Exercise input =

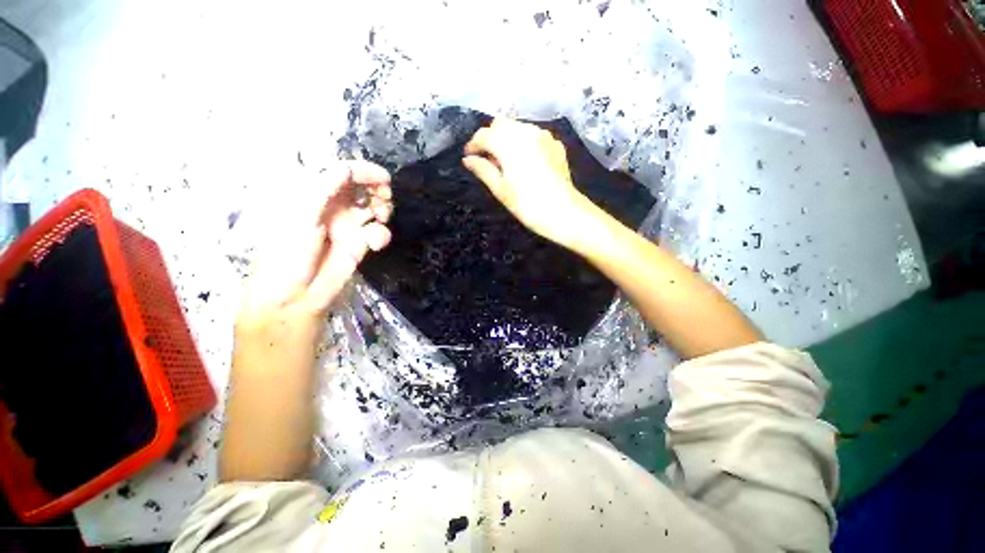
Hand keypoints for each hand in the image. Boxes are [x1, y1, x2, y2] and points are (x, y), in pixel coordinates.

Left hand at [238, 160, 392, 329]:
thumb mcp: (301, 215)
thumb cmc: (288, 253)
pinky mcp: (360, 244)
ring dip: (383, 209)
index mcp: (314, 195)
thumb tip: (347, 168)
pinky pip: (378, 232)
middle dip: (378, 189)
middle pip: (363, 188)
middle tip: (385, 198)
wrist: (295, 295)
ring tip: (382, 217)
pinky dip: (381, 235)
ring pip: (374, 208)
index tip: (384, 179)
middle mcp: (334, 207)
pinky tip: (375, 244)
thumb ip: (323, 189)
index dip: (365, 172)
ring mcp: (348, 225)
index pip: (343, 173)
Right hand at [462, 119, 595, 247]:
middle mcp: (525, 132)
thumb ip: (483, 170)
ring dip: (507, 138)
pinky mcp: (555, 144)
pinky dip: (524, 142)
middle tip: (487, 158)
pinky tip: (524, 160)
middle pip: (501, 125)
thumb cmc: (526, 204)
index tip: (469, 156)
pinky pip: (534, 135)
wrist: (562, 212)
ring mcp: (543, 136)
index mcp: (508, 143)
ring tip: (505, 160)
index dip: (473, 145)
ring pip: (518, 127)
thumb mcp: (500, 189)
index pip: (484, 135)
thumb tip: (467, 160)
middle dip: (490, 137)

--

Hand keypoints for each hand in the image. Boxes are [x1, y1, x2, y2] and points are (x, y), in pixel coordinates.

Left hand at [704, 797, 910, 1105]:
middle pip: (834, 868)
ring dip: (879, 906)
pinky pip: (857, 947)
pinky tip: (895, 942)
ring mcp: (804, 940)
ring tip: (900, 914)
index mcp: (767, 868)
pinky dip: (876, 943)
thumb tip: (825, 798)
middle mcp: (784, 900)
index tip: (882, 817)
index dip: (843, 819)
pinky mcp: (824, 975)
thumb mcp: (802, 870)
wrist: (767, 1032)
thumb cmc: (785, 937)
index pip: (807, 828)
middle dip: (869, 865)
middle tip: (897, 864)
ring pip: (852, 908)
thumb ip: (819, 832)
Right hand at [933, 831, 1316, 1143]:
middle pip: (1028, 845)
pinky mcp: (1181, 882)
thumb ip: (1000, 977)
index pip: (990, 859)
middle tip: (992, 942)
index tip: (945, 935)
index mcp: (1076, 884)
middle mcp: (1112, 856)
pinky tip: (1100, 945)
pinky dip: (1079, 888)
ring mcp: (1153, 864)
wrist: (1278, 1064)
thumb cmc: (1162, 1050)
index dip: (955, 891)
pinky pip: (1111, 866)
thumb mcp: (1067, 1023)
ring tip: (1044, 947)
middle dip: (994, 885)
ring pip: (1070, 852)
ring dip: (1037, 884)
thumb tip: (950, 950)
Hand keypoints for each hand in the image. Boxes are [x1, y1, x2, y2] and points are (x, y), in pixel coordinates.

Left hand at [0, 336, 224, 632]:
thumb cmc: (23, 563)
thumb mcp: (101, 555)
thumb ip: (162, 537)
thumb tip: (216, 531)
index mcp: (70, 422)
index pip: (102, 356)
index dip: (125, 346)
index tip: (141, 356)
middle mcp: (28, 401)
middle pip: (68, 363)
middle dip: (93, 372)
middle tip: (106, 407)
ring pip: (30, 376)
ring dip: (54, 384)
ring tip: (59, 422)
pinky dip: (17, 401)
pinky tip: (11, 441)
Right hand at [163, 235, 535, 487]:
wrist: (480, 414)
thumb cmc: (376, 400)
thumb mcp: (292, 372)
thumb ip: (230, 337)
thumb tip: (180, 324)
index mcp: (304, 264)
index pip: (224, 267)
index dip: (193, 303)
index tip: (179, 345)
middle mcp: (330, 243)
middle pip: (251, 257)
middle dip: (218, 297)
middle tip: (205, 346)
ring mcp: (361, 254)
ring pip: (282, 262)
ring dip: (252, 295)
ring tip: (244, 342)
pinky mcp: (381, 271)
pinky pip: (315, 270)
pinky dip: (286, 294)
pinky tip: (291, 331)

Activity =
Keeping every character as it is, restate the lines above that run from the line with "wrist: (562, 212)" through the line with "middle dip: (490, 137)", both included, and nothing else.

Response =
wrist: (562, 212)
ring mcp: (543, 136)
index mcp: (508, 143)
ring tip: (505, 160)
index dip: (473, 145)
ring pip: (518, 127)
thumb mcp: (500, 189)
index pip: (484, 135)
thumb tip: (467, 160)
middle dip: (490, 137)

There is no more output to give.